Dataset entries
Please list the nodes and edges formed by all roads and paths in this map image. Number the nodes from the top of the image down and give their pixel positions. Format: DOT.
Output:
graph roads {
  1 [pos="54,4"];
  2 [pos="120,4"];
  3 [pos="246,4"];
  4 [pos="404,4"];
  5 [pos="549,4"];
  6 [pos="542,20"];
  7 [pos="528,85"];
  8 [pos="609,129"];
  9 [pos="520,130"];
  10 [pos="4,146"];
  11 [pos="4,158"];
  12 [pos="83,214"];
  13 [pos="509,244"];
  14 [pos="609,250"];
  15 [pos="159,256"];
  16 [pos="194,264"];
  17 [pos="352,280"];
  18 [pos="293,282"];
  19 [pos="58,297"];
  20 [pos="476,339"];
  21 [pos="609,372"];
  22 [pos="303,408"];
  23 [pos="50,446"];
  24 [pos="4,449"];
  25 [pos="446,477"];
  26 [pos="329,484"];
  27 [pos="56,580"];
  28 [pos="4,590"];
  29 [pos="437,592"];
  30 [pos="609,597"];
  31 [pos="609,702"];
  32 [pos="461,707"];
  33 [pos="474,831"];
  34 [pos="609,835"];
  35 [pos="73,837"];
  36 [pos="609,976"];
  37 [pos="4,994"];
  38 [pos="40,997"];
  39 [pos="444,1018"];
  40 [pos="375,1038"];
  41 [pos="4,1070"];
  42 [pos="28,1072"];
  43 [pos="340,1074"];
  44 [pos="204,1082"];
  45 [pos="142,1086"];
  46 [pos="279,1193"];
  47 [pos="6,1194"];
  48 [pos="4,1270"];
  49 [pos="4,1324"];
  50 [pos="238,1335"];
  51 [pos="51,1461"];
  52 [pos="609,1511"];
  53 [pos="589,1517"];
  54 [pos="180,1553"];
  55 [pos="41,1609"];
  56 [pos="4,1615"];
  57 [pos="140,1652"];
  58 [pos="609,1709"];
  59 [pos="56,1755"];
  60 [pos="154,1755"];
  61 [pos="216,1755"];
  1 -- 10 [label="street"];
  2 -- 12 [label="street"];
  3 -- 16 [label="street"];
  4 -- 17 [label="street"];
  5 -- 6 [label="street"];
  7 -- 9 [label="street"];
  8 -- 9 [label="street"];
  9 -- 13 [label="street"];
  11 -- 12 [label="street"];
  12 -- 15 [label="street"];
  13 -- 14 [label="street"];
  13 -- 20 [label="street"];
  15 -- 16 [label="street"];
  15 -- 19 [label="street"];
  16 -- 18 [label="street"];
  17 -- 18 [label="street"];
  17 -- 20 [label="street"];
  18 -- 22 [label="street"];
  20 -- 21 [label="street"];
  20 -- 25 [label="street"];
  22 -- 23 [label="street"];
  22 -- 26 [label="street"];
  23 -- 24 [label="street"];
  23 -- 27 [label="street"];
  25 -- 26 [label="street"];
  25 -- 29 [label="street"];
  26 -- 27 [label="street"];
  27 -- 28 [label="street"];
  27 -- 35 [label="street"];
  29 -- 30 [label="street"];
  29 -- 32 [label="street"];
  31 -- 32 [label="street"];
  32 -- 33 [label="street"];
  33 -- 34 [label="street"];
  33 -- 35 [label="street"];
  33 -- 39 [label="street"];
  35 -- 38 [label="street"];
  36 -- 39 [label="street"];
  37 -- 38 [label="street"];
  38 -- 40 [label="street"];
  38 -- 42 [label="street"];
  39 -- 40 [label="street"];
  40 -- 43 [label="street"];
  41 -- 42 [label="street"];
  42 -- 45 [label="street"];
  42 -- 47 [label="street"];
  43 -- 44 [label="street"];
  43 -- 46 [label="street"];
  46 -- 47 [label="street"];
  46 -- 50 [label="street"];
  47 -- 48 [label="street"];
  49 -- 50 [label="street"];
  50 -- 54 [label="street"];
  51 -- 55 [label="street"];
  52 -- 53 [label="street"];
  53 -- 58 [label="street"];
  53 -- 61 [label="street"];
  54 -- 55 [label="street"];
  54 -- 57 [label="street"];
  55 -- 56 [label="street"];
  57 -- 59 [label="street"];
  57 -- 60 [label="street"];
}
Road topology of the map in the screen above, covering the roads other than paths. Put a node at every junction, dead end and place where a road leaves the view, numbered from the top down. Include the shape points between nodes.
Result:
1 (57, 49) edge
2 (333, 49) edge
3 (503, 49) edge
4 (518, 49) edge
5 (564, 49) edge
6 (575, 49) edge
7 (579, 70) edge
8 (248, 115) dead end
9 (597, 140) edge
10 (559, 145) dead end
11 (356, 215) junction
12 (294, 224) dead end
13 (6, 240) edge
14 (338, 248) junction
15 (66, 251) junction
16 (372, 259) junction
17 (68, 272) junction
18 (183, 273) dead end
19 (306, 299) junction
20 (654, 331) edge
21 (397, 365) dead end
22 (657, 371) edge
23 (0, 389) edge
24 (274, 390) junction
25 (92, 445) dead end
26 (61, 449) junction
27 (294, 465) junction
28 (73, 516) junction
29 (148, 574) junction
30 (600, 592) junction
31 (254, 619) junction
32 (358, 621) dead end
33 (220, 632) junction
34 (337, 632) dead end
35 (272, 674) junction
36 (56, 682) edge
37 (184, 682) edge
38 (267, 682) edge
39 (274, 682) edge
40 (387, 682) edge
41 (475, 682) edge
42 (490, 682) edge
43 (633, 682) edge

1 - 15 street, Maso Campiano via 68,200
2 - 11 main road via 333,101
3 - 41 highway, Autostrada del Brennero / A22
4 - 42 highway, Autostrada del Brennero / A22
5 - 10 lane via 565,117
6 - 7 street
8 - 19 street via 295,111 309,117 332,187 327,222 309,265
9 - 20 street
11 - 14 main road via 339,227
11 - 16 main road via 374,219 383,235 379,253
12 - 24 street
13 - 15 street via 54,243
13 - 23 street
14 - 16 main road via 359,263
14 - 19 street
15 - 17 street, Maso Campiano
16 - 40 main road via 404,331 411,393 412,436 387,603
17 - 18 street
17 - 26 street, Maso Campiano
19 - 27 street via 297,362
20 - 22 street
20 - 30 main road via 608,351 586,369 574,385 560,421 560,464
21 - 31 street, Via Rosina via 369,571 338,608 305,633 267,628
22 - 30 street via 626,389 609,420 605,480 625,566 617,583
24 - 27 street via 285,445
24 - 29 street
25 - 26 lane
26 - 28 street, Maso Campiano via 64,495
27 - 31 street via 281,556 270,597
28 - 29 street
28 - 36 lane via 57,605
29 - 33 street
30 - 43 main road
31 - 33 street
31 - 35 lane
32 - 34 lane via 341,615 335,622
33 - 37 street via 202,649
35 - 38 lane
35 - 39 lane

__TASK STATEMENT__.
Go through the data above and copy each line that holds the word "Campiano".

__TASK SOLUTION__.
1 - 15 street, Maso Campiano via 68,200
15 - 17 street, Maso Campiano
17 - 26 street, Maso Campiano
26 - 28 street, Maso Campiano via 64,495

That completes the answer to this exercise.